Stored entries:
+-------+
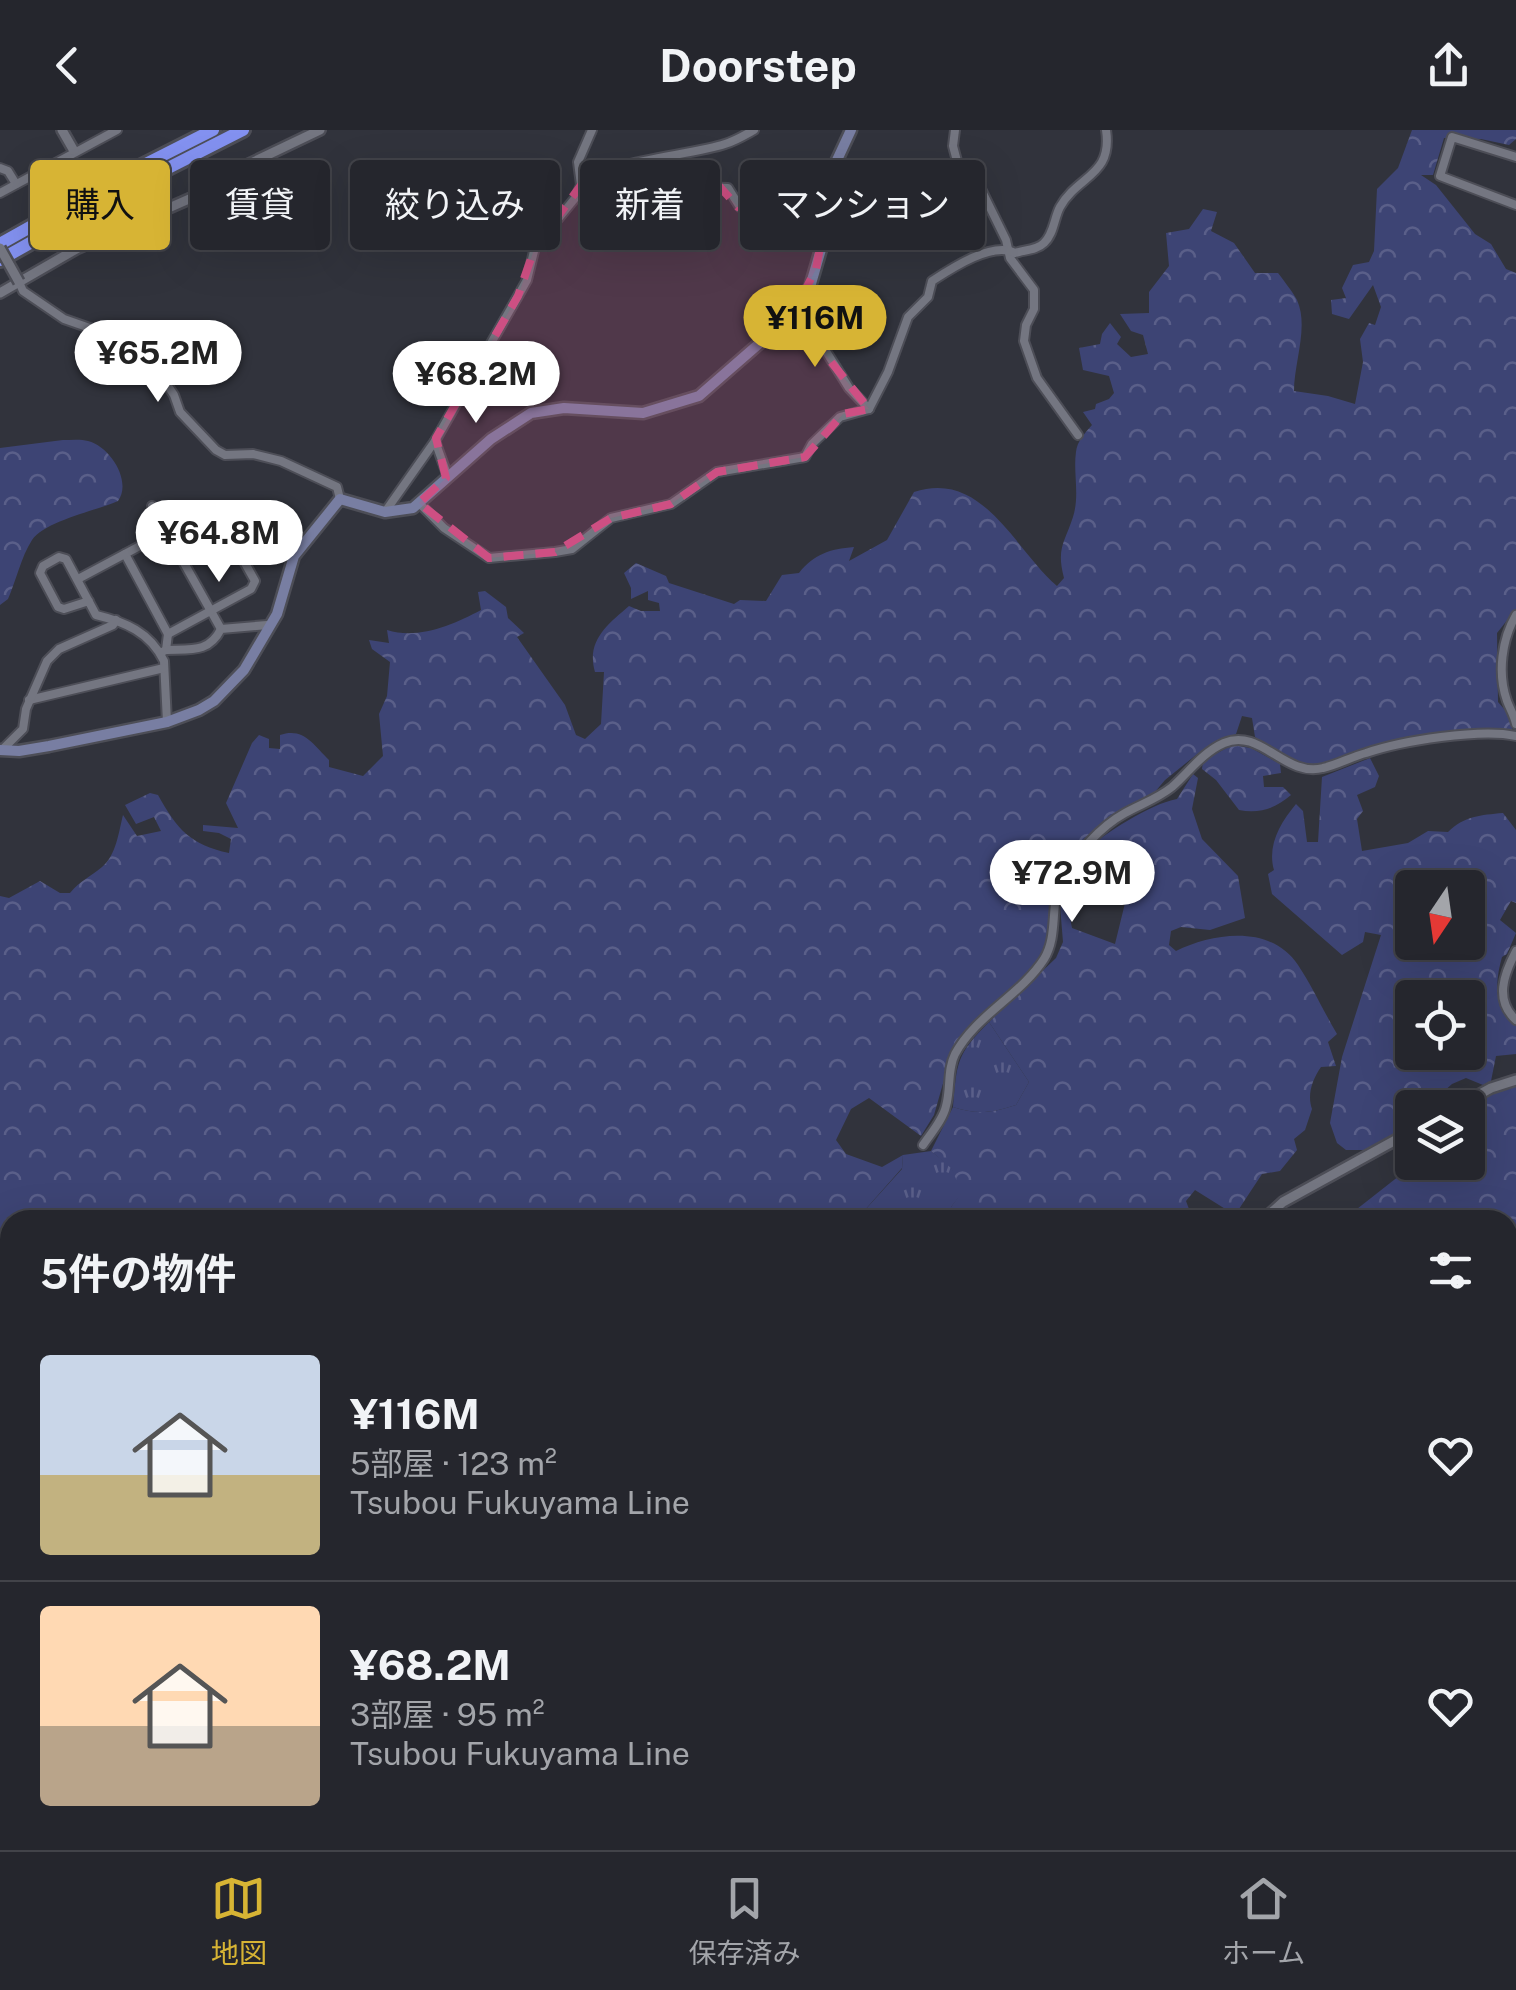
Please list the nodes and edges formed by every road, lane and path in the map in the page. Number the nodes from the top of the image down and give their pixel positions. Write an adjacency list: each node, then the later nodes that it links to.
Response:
1 (62, 130): 11 (street)
2 (117, 130): 11 (street)
3 (212, 130): 23 (highway)
4 (243, 130): 26 (highway)
5 (320, 130): 27 (street)
6 (592, 130): 16 (street)
7 (754, 130): 13 (street)
8 (851, 130): 14 (main road)
9 (955, 130): 24 (street)
10 (1106, 130): 24 (street)
11 (74, 151): 17 (street)
12 (1516, 157): 21 (street)
13 (653, 160)
14 (837, 160)
15 (0, 168): 17 (street)
16 (580, 177)
17 (16, 184): 20 (street)
18 (720, 186): 22 (street)
19 (580, 187): 32 (street)
20 (0, 193)
21 (1516, 205)
22 (740, 207)
23 (0, 246): 27 (street, bridge)
24 (1008, 249): 30 (street); 31 (street)
25 (819, 250): 29 (main road)
26 (0, 260)
27 (19, 282): 28 (street); 34 (street)
28 (0, 294)
29 (798, 305): 30 (street); 33 (main road)
30 (869, 409): 35 (street)
31 (1078, 435)
32 (434, 442): 33 (street); 37 (street)
33 (448, 477): 35 (main road)
34 (340, 500): 37 (main road); 46 (main road)
35 (419, 503): 37 (main road)
36 (152, 506): 38 (street)
37 (385, 512)
38 (166, 532): 39 (street); 40 (street)
39 (125, 554): 41 (street); 48 (street)
40 (184, 562): 43 (street); 43 (street)
41 (78, 580): 42 (street); 42 (street)
42 (89, 602): 45 (street)
43 (211, 612): 47 (street); 48 (street)
44 (1516, 615): 53 (street)
45 (116, 620): 49 (street); 51 (street)
46 (268, 625): 47 (street); 52 (main road)
47 (221, 629): 49 (street)
48 (168, 634): 49 (street)
49 (163, 652): 50 (street)
50 (164, 668): 51 (street); 52 (street)
51 (29, 700): 55 (street)
52 (167, 722): 55 (main road)
53 (1516, 724)
54 (1516, 736): 61 (street)
55 (1, 750)
56 (1516, 951): 57 (street)
57 (1516, 1020)
58 (1516, 1080): 59 (street)
59 (1485, 1091)
60 (1395, 1140): 62 (street)
61 (922, 1145)
62 (1275, 1210)

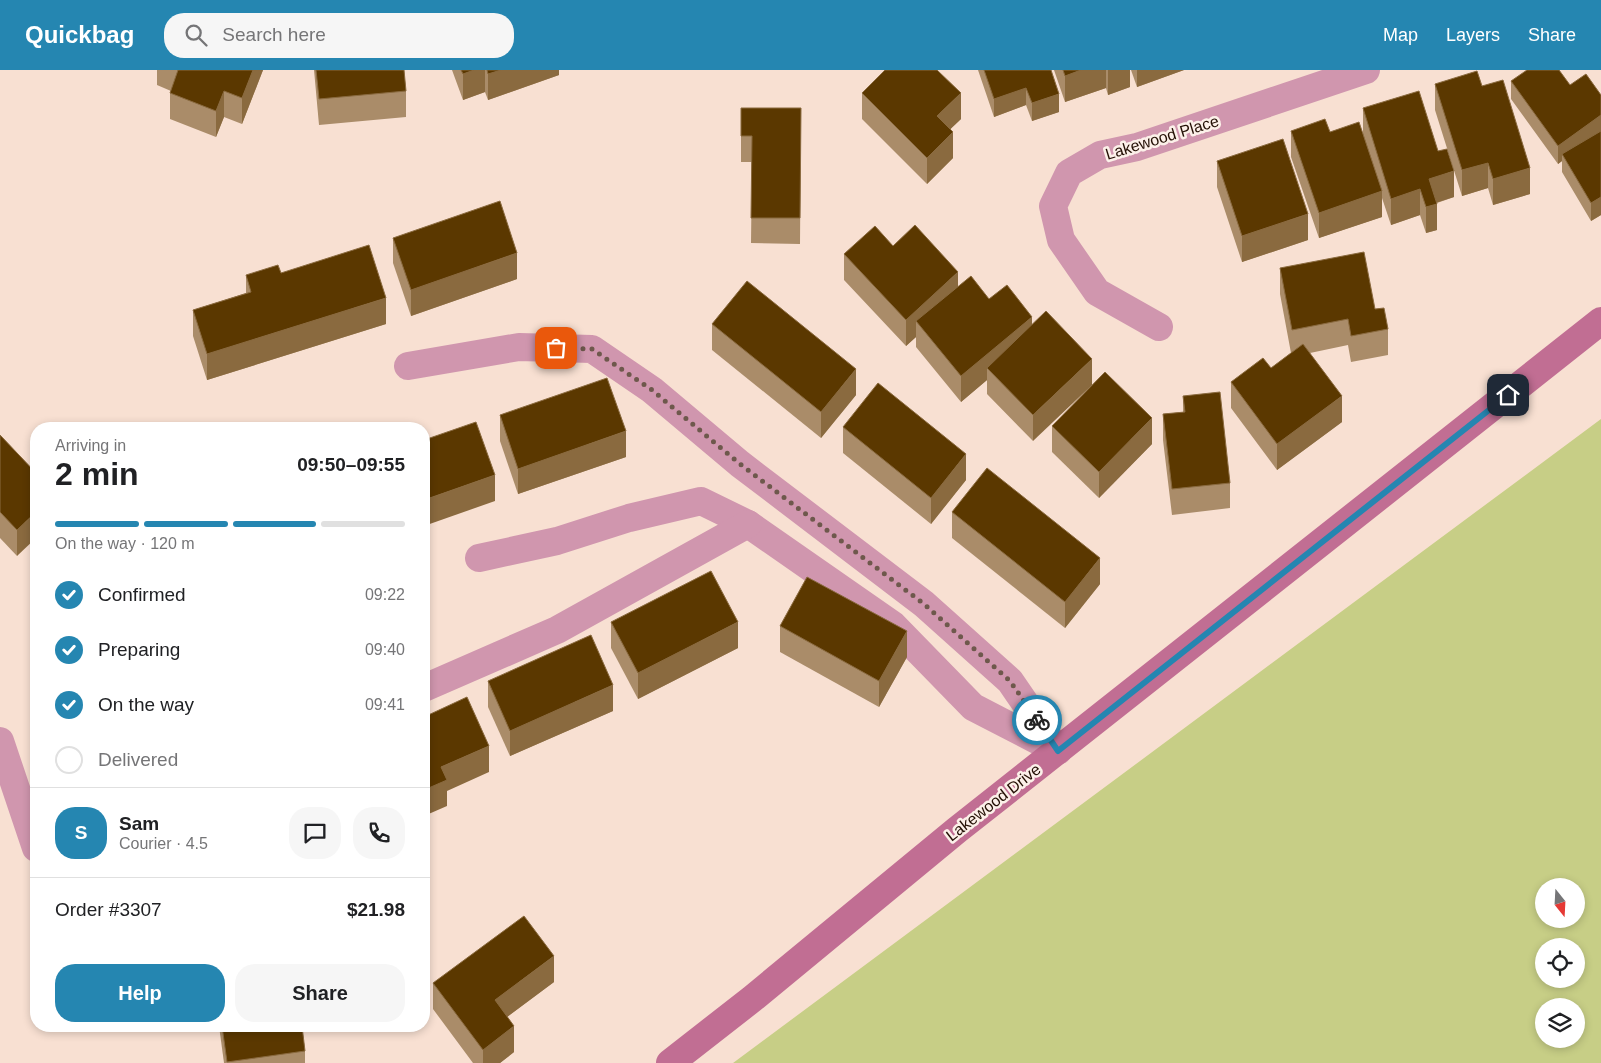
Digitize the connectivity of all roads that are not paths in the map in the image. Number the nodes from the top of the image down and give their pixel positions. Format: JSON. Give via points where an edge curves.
{"nodes":[{"id":1,"x":1366,"y":70,"type":"edge"},
{"id":2,"x":1601,"y":321,"type":"edge"},
{"id":3,"x":1159,"y":327,"type":"dead end"},
{"id":4,"x":408,"y":366,"type":"dead end"},
{"id":5,"x":748,"y":524,"type":"junction"},
{"id":6,"x":479,"y":558,"type":"dead end"},
{"id":7,"x":430,"y":685,"type":"edge"},
{"id":8,"x":0,"y":741,"type":"edge"},
{"id":9,"x":1058,"y":751,"type":"junction"},
{"id":10,"x":30,"y":830,"type":"edge"},
{"id":11,"x":670,"y":1063,"type":"edge"}],
"edges":[{"from":1,"to":3,"type":"street","name":"Lakewood Place","via":[[1138,148],[1100,155],[1068,173],[1053,206],[1061,240],[1097,292]]},
{"from":2,"to":9,"type":"street","name":"Lakewood Drive"},
{"from":4,"to":9,"type":"street","via":[[519,347],[592,349],[652,390],[740,464],[924,604],[1010,681]]},
{"from":5,"to":6,"type":"street","via":[[701,501],[628,518],[557,541]]},
{"from":5,"to":7,"type":"street","via":[[557,630]]},
{"from":5,"to":9,"type":"street","via":[[893,625],[973,707]]},
{"from":8,"to":10,"type":"street"},
{"from":9,"to":11,"type":"street","name":"Lakewood Drive"}]}
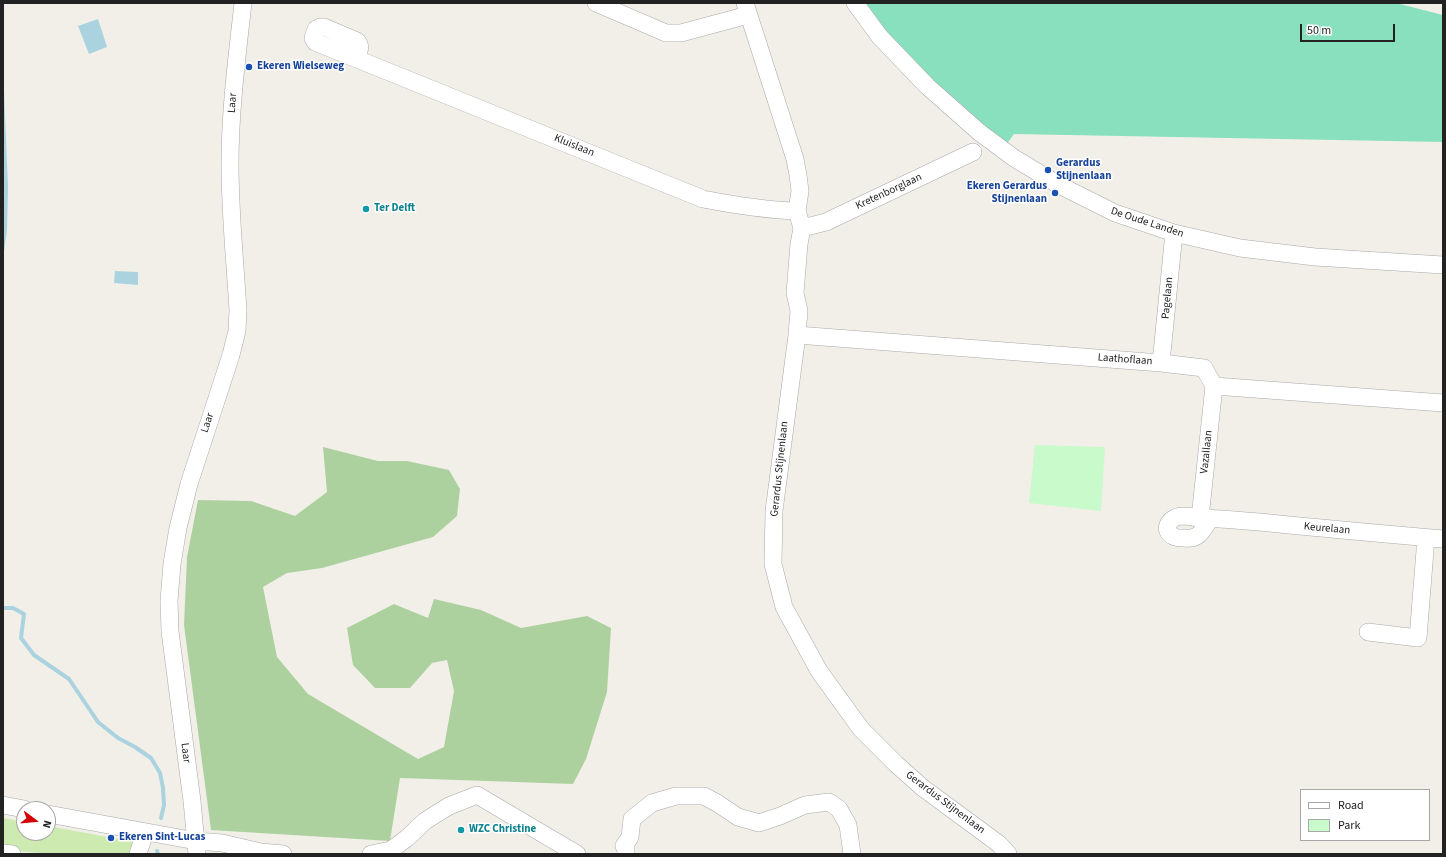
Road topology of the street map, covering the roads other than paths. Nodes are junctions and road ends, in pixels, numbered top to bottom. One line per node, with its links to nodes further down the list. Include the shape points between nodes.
1 (243, 3): 23 (street, Laar, via 234,86 230,165 237,331 189,484 176,535 168,601)
2 (596, 3): 4 (street, via 666,33 681,33)
3 (855, 3): 9 (street, De Oude Landen, via 880,37 927,86 1000,148 1059,185 1114,213)
4 (747, 9): 7 (street, Gerardus Stijnenlaan, via 795,159 800,191)
5 (356, 58): 7 (street, Kluislaan, via 703,199 738,206)
6 (973, 152): 8 (street, Kretenborglaan, via 826,222)
7 (797, 211): 8 (street, Gerardus Stijnenlaan)
8 (802, 228): 11 (street, Gerardus Stijnenlaan, via 798,244 795,293 799,311)
9 (1174, 233): 10 (street, De Oude Landen, via 1240,248 1315,257); 12 (street, Pagelaan)
10 (1443, 265)
11 (797, 335): 12 (street, Laathoflaan); 32 (street, Gerardus Stijnenlaan, via 774,511 773,564 784,607 819,671 861,728 923,788 999,844)
12 (1161, 363): 13 (street, Laathoflaan, via 1204,368)
13 (1214, 386): 14 (street); 15 (street, Vazallaan)
14 (1443, 403)
15 (1205, 518): 16 (street, Keurelaan)
16 (1426, 538): 17 (street, Keurelaan); 18 (street, via 1418,638)
17 (1443, 539)
18 (1368, 632)
19 (3, 806): 20 (street)
20 (16, 808)
21 (56, 815): 22 (street)
22 (145, 832): 23 (street); 26 (street)
23 (196, 847): 27 (street, via 222,844)
24 (3, 853): 25 (street)
25 (12, 854)
26 (138, 854)
27 (283, 854)
28 (371, 854): 29 (street, via 391,850 425,821 449,806 477,795)
29 (577, 854)
30 (626, 854): 31 (street, via 624,846 630,837 632,819 652,803 676,796 704,796 738,817 759,823 805,804 829,802 839,809 848,825)
31 (852, 854)
32 (1008, 854)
+-------+
▶ _What you have to do_: All lines that hold the word "dead" should be copied from the data.

▶ _Exercise response_:
{"id":3,"x":1159,"y":327,"type":"dead end"},
{"id":4,"x":408,"y":366,"type":"dead end"},
{"id":6,"x":479,"y":558,"type":"dead end"},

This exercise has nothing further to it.